Humboldt Unified School District currently offers the most Advanced Placement classes in Yavapai County, and will bump that number from 11 to 15 over the next three years as it begins an AP Academy program at Bradshaw Mountain High School. AP classes offer college level material and college credit hours while students attend high school.
Four new science courses - Biology, Physics I and II, and Chemistry - will join the other AP courses offered at the high school. BMHS Principal Kort Miner explained the "school within a school" model at the Jan. 14 HUSD governing board meeting. The board unanimously approved the AP Academy to applause from the audience.
One important component is a support class for AP students called Mentor Academy Period.
"AP students will have an AP advisor class period where the AP advisor will work with the students on organization skills, writing skills, computer skills, Socratic seminars, and academic questions," Miner said in his memo to the board.
In addition to support - something most schools with AP programs do not offer - the district will pay for all AP tests, which are $86 each. If students drop out of the AP Academy, but wish to continue taking other AP classes, they will pay for their own future test costs. They are not required to reimburse the district for past AP test expenses, something other districts mandate, Miner said. Also, the district covers the cost of PSAT fees and either the SAT or ACT fee for Academy students.
Several years ago, parents and students at the high school worked to get an Honors Classical Academy in place, but it never got off the ground. Bradshaw has a Gold and Silver Diploma program in which students earn 24 credits - instead of the required 22 - with a C grade or better for the Silver Diploma, and the same plus at least four AP classes with a "3" score or better on at least two AP tests for the Gold.
The AP Academy requires students to pass seven AP courses and complete a Capstone Community Service Project in their senior year. Each senior class will choose a hands-on project that will "leave a legacy" in the community, Miner said.
Eighth-graders can get a start on the AP Academy by taking honors and Pre-AP courses. Freshman year, students would take Pre-AP English; Pre-AP Geometry, Algebra II or Pre-AP Algebra 1/Geometry; Pre-AP Biology, Physical Education, one elective and the MAP support class. Sophomore through senior year, students can elect out of MAP support if they are not in need of the extra help.
The scheduling allows for all students in choir, band, AVID (Advancement Via Individual Determination) and JTED to be part of the AP Academy.
Miner said at a Jan. 13 School Improvement Team council meeting, he originally brought the idea to Bradshaw's SIT council, and after hearing from community members, parents and teachers, the program changed from "pretty prescribed" to a more flexible model.
Most state colleges give credit hours for high school AP courses if students earn a 4 or 5 score on the test, with some courses allowing a 3 score.
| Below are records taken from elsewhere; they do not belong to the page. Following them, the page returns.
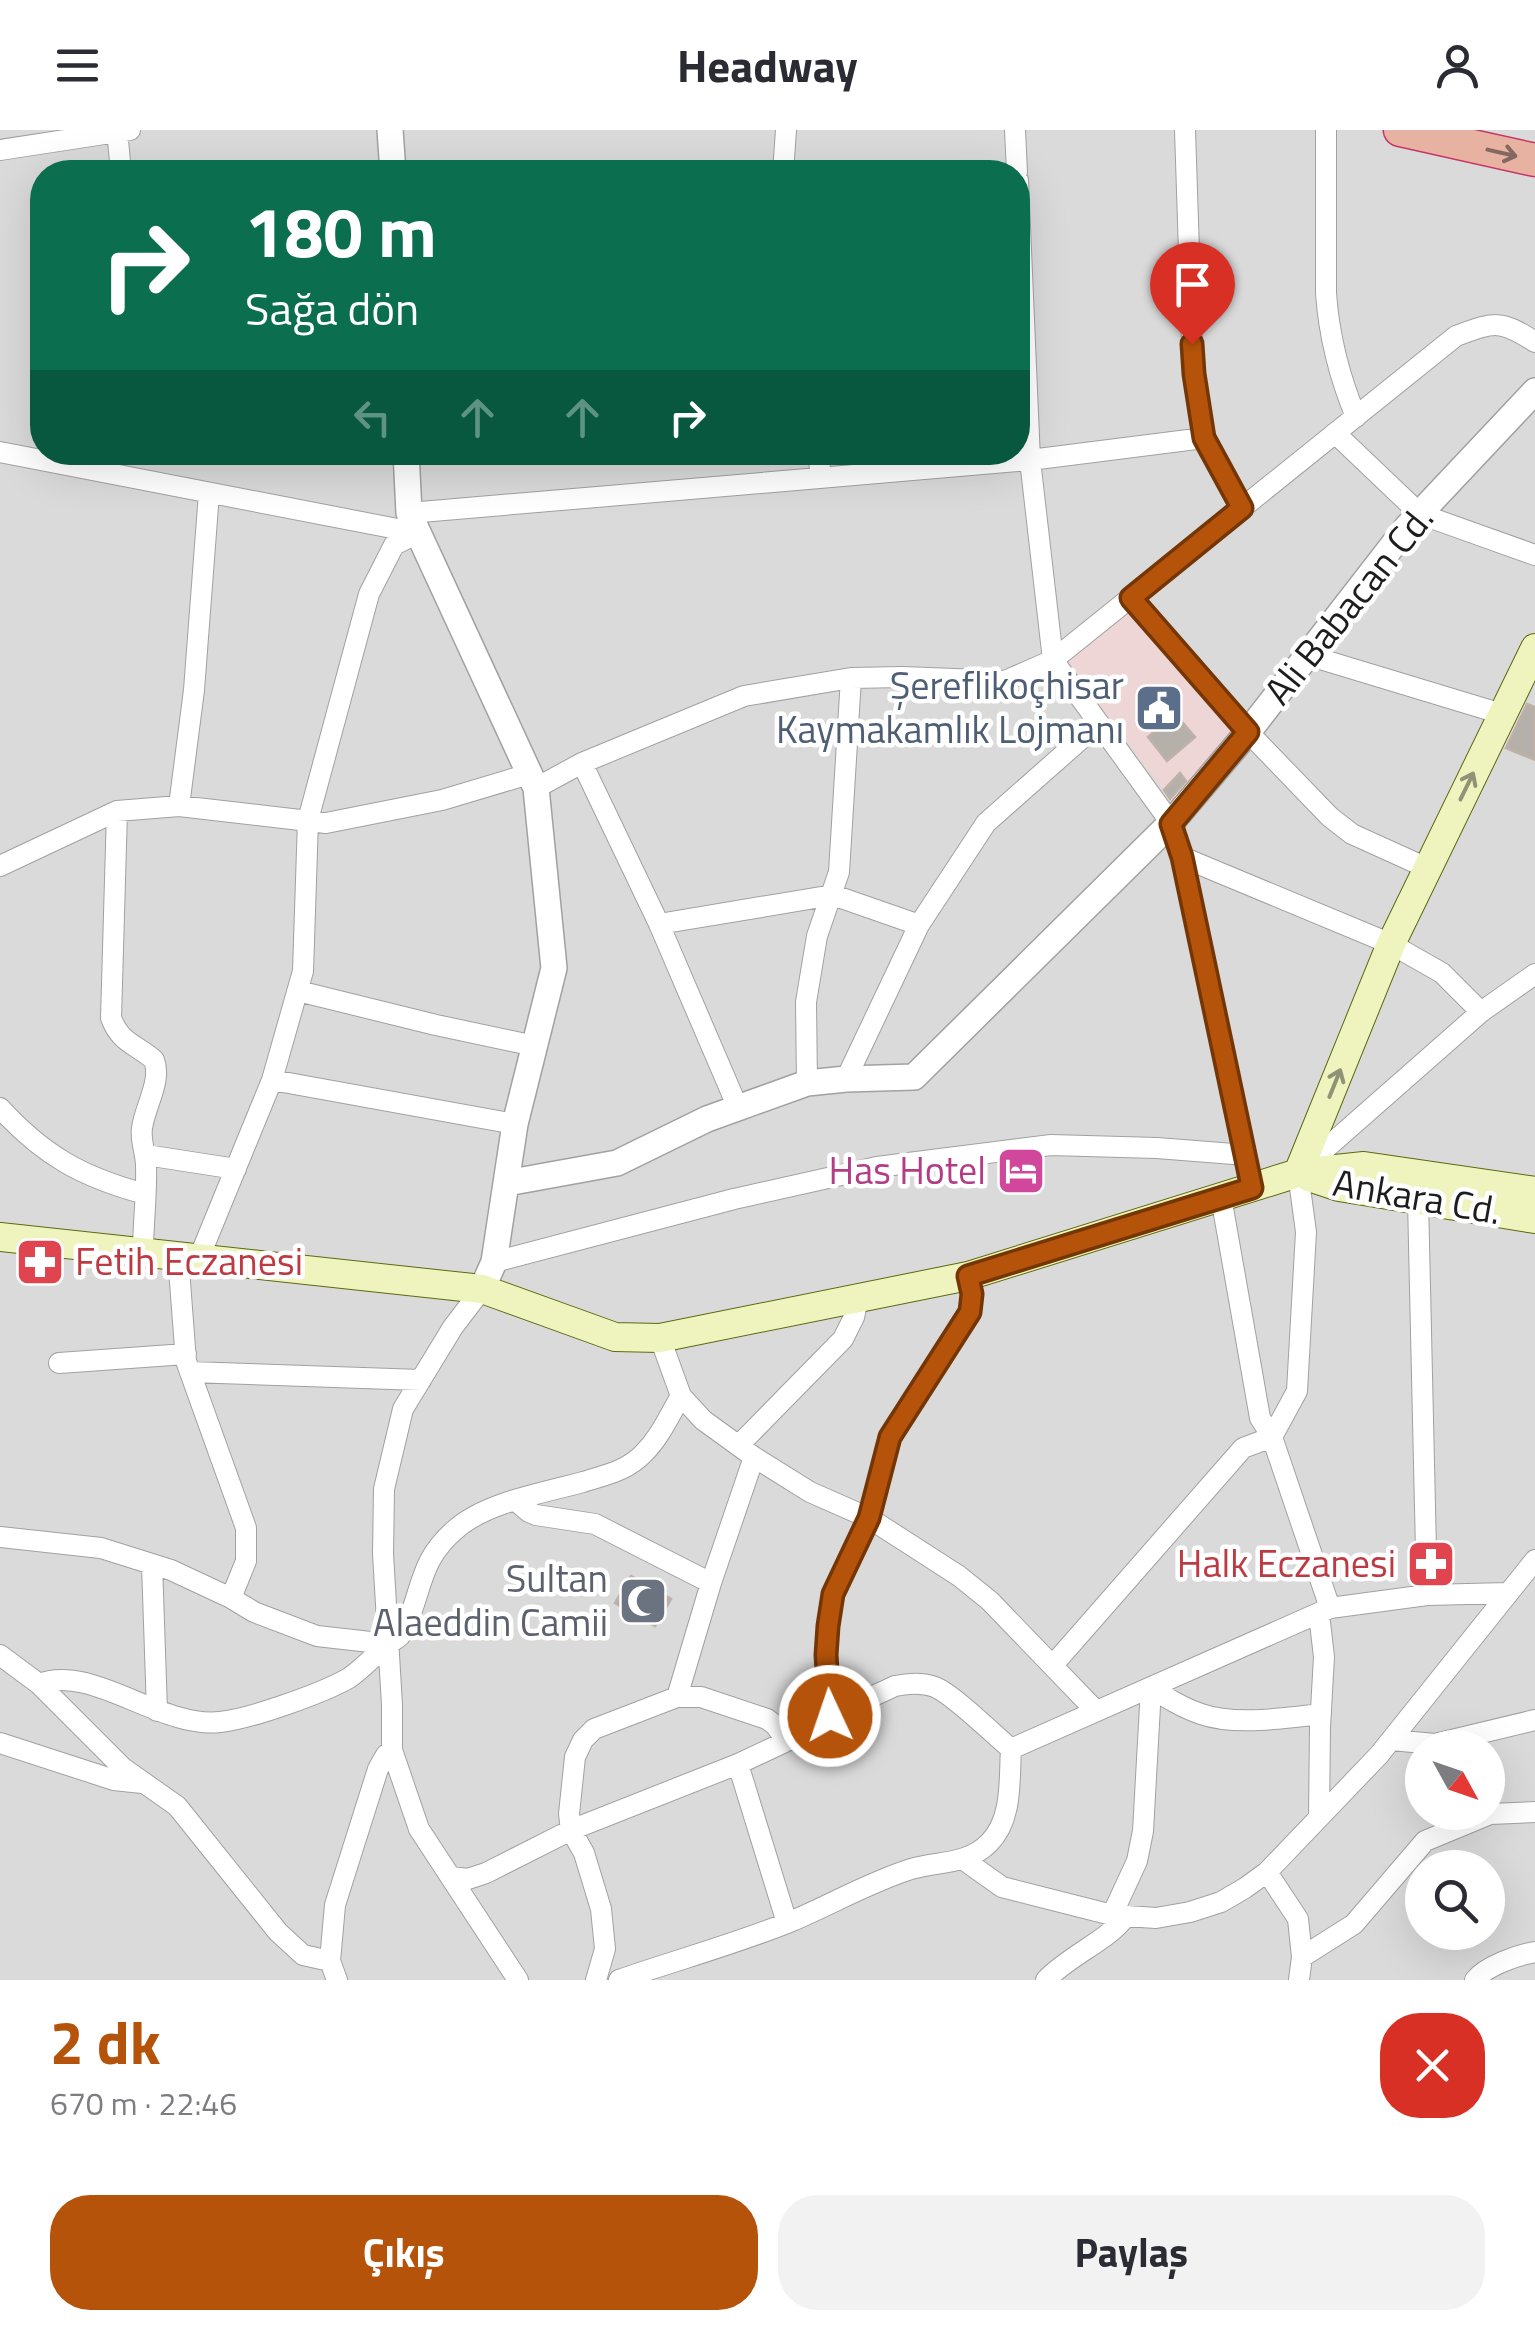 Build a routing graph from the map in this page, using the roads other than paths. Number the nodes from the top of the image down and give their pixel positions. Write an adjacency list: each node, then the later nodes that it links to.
1 (117, 130): 2 (street); 9 (street); 10 (street)
2 (130, 130)
3 (390, 130): 11 (street)
4 (786, 130): 12 (street)
5 (1015, 130): 13 (street)
6 (1185, 130): 19 (street)
7 (1326, 130): 17 (street)
8 (1400, 130): 14 (highway, one-way to 14)
9 (0, 150)
10 (120, 160)
11 (391, 160)
12 (784, 160)
13 (1016, 160)
14 (1535, 160)
15 (1535, 342): 17 (street)
16 (1535, 391): 30 (street, Ali Babacan Cd.)
17 (1356, 417): 18 (street)
18 (1335, 434): 29 (street); 30 (street)
19 (1204, 438): 22 (street); 29 (street)
20 (0, 452): 21 (street)
21 (30, 458)
22 (1030, 460): 36 (street)
23 (68, 465): 28 (street)
24 (407, 465): 31 (street)
25 (820, 465): 27 (street)
26 (972, 465): 27 (street)
27 (821, 478): 31 (street)
28 (209, 492): 31 (street); 43 (street)
29 (1242, 508): 33 (street)
30 (1420, 514): 32 (street); 35 (street, Ali Babacan Cd.)
31 (414, 523): 42 (street); 45 (street)
32 (1535, 555)
33 (1131, 598): 36 (street); 40 (street)
34 (1535, 648): 38 (main road)
35 (1307, 655): 38 (street); 40 (street, Ali Babacan Cd.)
36 (1054, 660): 37 (street); 39 (street)
37 (851, 678): 41 (street); 50 (street)
38 (1502, 714): 49 (main road, one-way to 38)
39 (1098, 724): 46 (street); 52 (street)
40 (1248, 732): 46 (street, Ali Babacan Cd.); 49 (street)
41 (582, 763): 42 (street); 51 (street)
42 (532, 781): 45 (street); 57 (street)
43 (178, 806): 44 (street); 45 (street)
44 (117, 811): 48 (street); 65 (street)
45 (308, 820): 55 (street)
46 (1171, 824): 47 (street); 58 (street, Ali Babacan Cd.)
47 (1182, 857): 53 (street); 64 (street)
48 (0, 866)
49 (1427, 868): 53 (main road)
50 (832, 895): 51 (street); 52 (street); 60 (street)
51 (659, 924): 62 (street)
52 (919, 926): 58 (street)
53 (1391, 944): 56 (street); 67 (main road, one-way to 53)
54 (1535, 974): 56 (street)
55 (298, 991): 57 (street); 59 (street)
56 (1481, 1012): 67 (street)
57 (535, 1046): 63 (street)
58 (846, 1079): 60 (street)
59 (272, 1080): 63 (street); 66 (street)
60 (806, 1083): 62 (street)
61 (0, 1108): 71 (street)
62 (738, 1108): 68 (street)
63 (514, 1124): 68 (street)
64 (1246, 1155): 69 (street); 78 (street)
65 (146, 1156): 66 (street); 71 (street)
66 (236, 1169): 77 (street)
67 (1298, 1173): 69 (main road); 70 (main road, Ankara Cd.); 73 (main road, Ankara Cd.); 87 (street)
68 (507, 1184): 78 (street)
69 (1252, 1188): 72 (main road)
70 (1535, 1191)
71 (145, 1194): 76 (street)
72 (1221, 1197): 79 (main road); 87 (street)
73 (1418, 1200): 74 (main road, Ankara Cd.); 96 (street)
74 (1535, 1218)
75 (0, 1237): 76 (main road)
76 (144, 1252): 77 (main road)
77 (188, 1257): 80 (main road); 83 (street)
78 (494, 1262): 80 (street)
79 (968, 1276): 81 (main road); 90 (street)
80 (482, 1289): 82 (main road); 85 (street)
81 (858, 1299): 82 (main road); 88 (street)
82 (660, 1338): 86 (street)
83 (188, 1363): 84 (street); 85 (street); 97 (street)
84 (59, 1364)
85 (421, 1380): 99 (street)
86 (680, 1396): 88 (street); 89 (street)
87 (1272, 1437): 98 (street); 101 (street)
88 (746, 1451): 90 (street); 94 (street)
89 (516, 1501): 94 (street); 99 (street)
90 (869, 1518): 101 (street); 108 (street)
91 (0, 1537): 93 (street)
92 (1535, 1560): 95 (street)
93 (152, 1564): 97 (street); 105 (street)
94 (710, 1583): 104 (street)
95 (1508, 1593): 96 (street); 110 (street)
96 (1427, 1595): 98 (street)
97 (232, 1598): 99 (street)
98 (1325, 1611): 103 (street); 107 (street)
99 (388, 1644): 105 (street); 114 (street)
100 (0, 1655): 102 (street)
101 (1053, 1665): 106 (street)
102 (39, 1684): 105 (street); 116 (street)
103 (1151, 1688): 106 (street); 107 (street); 123 (street)
104 (678, 1696): 111 (street); 119 (street)
105 (156, 1711)
106 (1096, 1711): 113 (street)
107 (1320, 1714): 118 (street)
108 (830, 1716): 111 (street); 113 (street)
109 (1535, 1720): 110 (street)
110 (1391, 1740): 118 (street)
111 (786, 1742): 115 (street)
112 (0, 1743): 116 (street)
113 (1011, 1749): 120 (street)
114 (392, 1750): 122 (street); 127 (street)
115 (738, 1764): 119 (street); 124 (street)
116 (144, 1783): 127 (street)
117 (1535, 1812): 126 (street)
118 (1318, 1817): 121 (street)
119 (571, 1830): 122 (street); 129 (street)
120 (964, 1860): 123 (street); 124 (street)
121 (1267, 1872): 123 (street); 126 (street)
122 (451, 1878): 128 (street)
123 (1118, 1916): 131 (street)
124 (786, 1923): 130 (street)
125 (1535, 1952): 133 (street)
126 (1302, 1957): 132 (street)
127 (333, 1970)
128 (518, 1980)
129 (596, 1980)
130 (619, 1980)
131 (1046, 1980)
132 (1299, 1980)
133 (1474, 1980) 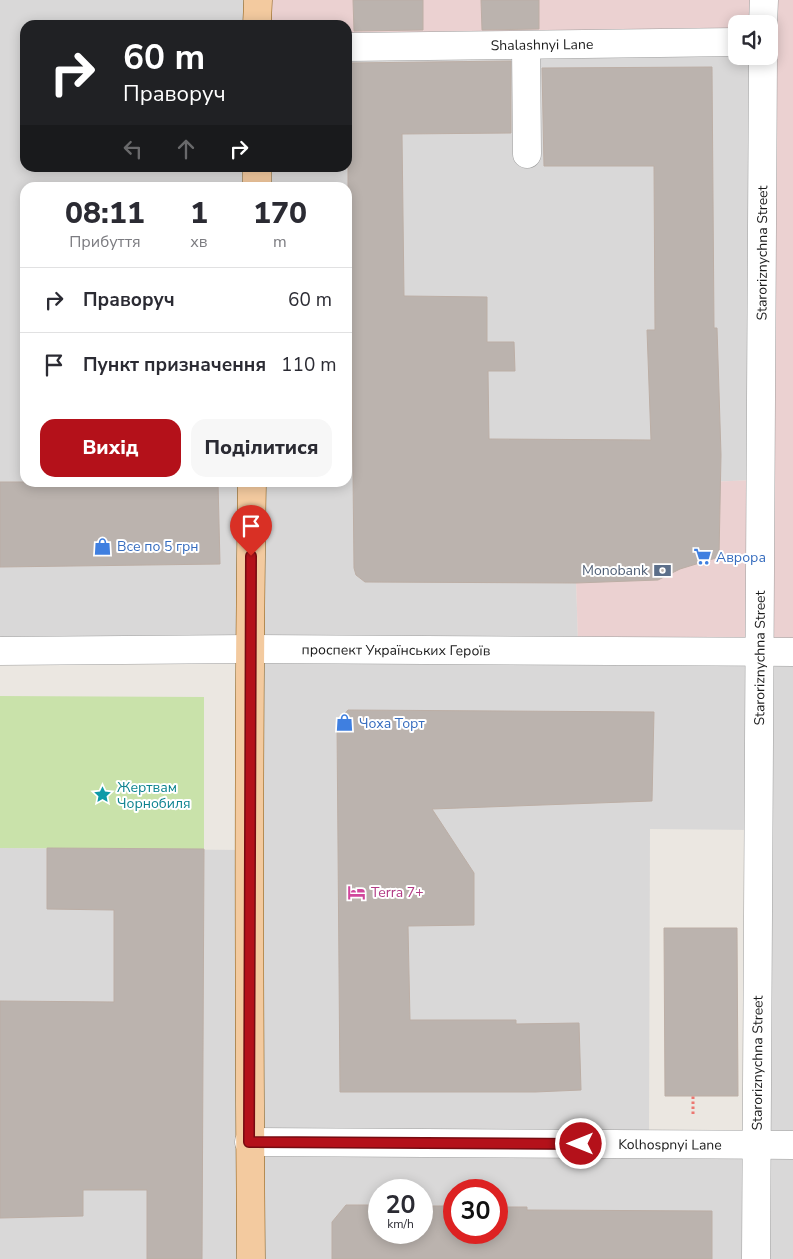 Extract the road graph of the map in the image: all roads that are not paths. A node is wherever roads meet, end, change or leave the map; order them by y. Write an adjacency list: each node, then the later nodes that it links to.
1 (258, 0): 4 (main road)
2 (764, 0): 3 (street)
3 (763, 15)
4 (257, 20)
5 (728, 42): 6 (street, Shalashnyi Lane)
6 (526, 46): 7 (street, Shalashnyi Lane); 9 (street)
7 (352, 47)
8 (763, 65): 13 (street, Staroriznychna Street)
9 (526, 154)
10 (252, 487): 11 (main road)
11 (250, 649): 12 (street, проспект Українських Героїв); 13 (street, проспект Українських Героїв); 15 (main road)
12 (0, 650)
13 (761, 652): 14 (street, проспект Українських Героїв); 16 (street, Staroriznychna Street)
14 (793, 652)
15 (249, 1142): 16 (street, Kolhospnyi Lane); 18 (main road)
16 (758, 1145): 17 (street, Kolhospnyi Lane); 19 (street, Staroriznychna Street)
17 (793, 1145)
18 (251, 1259)
19 (756, 1259) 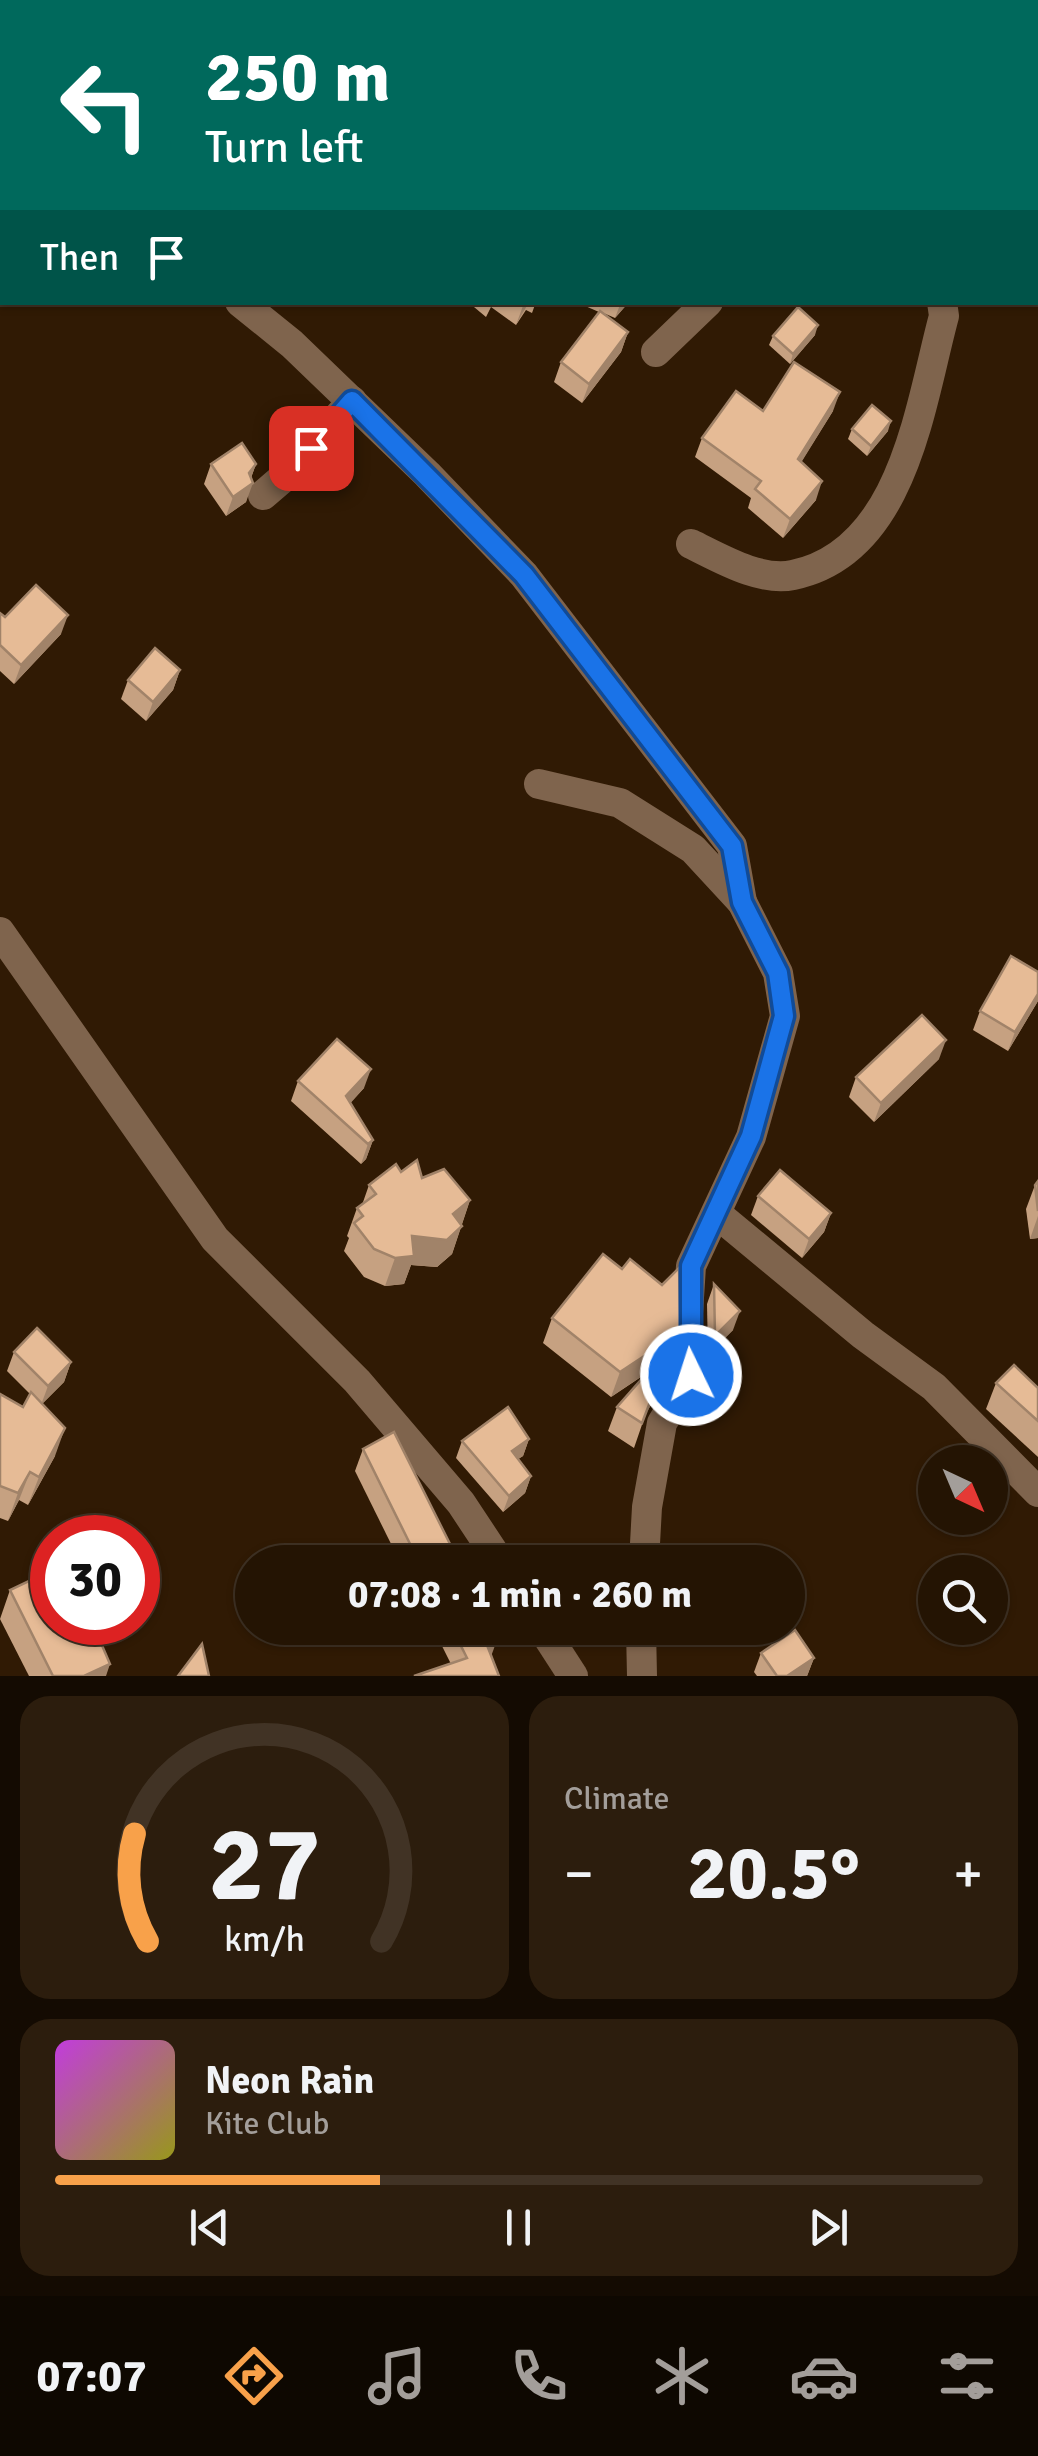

Beginning in the 2014-2015 school year, the freshmen class is eligible to enter the AP Academy with its first year of pre-AP courses. Miner said an interview process will look at freshmen's performance and work ethic; a motivated student made override a "C" grade, for instance.
The district will add AP Biology in 2014-2015 with costs for textbooks, teacher training, and lab kits about $11,800. Year Two adds AP Chemistry with similar costs, plus $12,900 in AP test fees for about 75 students taking two tests for $24,875.
AP Physics arrives in Year Three, with 75 students taking two AP tests and 50 students taking three, for $32,000. For Year Four and after, possible training costs for new teachers, lab kits and 150 students taking two or three AP tests would run $36,450.
Textbooks and teacher training are one-time costs; lab kits are an annual purchase. HUSD Finance Director Cynthia Windham said the textbooks and lab kits are capital items and will come out of the capital budget, and the maintenance and operations budget would pay for teacher training.
"From time to time we do have grants," she added.
Miner said a former AP student recently graduated from university in three years instead of four because he took AP courses, saving the family $16,600.
"I don't see how we can not afford to do this," board member Carm Staker said. "We owe it to the kids, the parents and the district."